Immediately afterwards the 369th participates in the perilous Allied counterattack, with Sgt. Mandla being killed in the process.

The novel ends with a series of conclusory panels, dictating that the Harlem Hellfighters spent 191 days in combat, were the first Allied unit to reach the Rhine, and that they received a victory parade upon their return home to New York.

==Production==
Brooks' interest in the 369th Infantry Regiment was sparked as a 10-year-old, when a tutor told him their story. As an adult, Brooks attempted to have their story turned into a film, pitching his script across the movie industry to no avail. The various studios Brooks sought out believed that World War I had been rendered obscure to the general American public; they believed a film dealing with the subject would not be profitable. Finally, after collaborating with White on a graphic companion to his novel The Zombie Survival Guide in 2006, Brooks realized the story could be told within the comics medium sans the financial concerns of film.

===Fact vs. fiction===
Brooks often employed the use of amalgamation in creating the characters of The Harlem Hellfighters, taking inspiration from real life soldiers and transmitting it onto the pages in the form of a single individual. For example, Lt. Adams was a combination of several black officers at the time. The role of a French officer derived inspiration from an excerpt of From Harlem to the Rhine. Concurrently, real-life members of the 369th were utilized in the novel's fictionalized retelling, among them James Europe, Henry Johnson, Arthur Little, and Henri Gouraud.

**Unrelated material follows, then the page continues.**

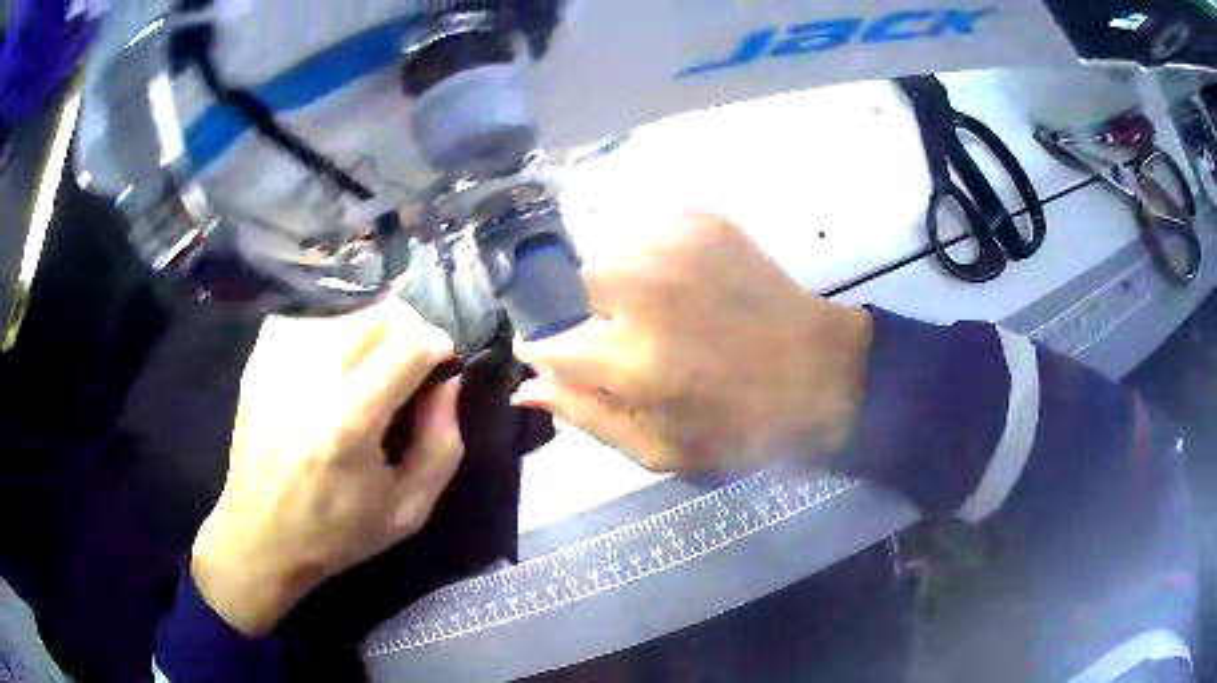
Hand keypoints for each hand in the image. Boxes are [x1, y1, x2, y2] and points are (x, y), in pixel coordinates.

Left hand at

Another difference between the book and reality is that while the Hellfighters did receive a parade in Paris and were adored and considered heroes by the French, they were not given many accolades when they returned home to the United States, aside from a parade in New York City on February 17, 1919. In fact, a number of the 369th soldiers elected to stay in France after the war was over, rather than come back to a segregated America, where they would be expected to resume their place at the bottom of the social ladder.

==Reception==

===Critical===
Reaction to the graphic novel was positive. Harvard professor Henry Louis Gates Jr. hailed The Harlem Hellfighters as "a major contribution to our understanding of Black History." The Washington Post went on to praise the illustrations, arguing that "White’s grid work is forever shifting, as his overlapping panels shuffle like snapshots fallen from a scrapbook, and his full “splash” pages are so visually engaging that the greedy reader wishes he'd provided yet more of them.

==Film adaptation==
Sony Pictures has purchased the rights to create a film version of the novel, with Caleeb Pinkett and James Lassiter producing on behalf of Overbrook Entertainment under the leadership of Will Smith.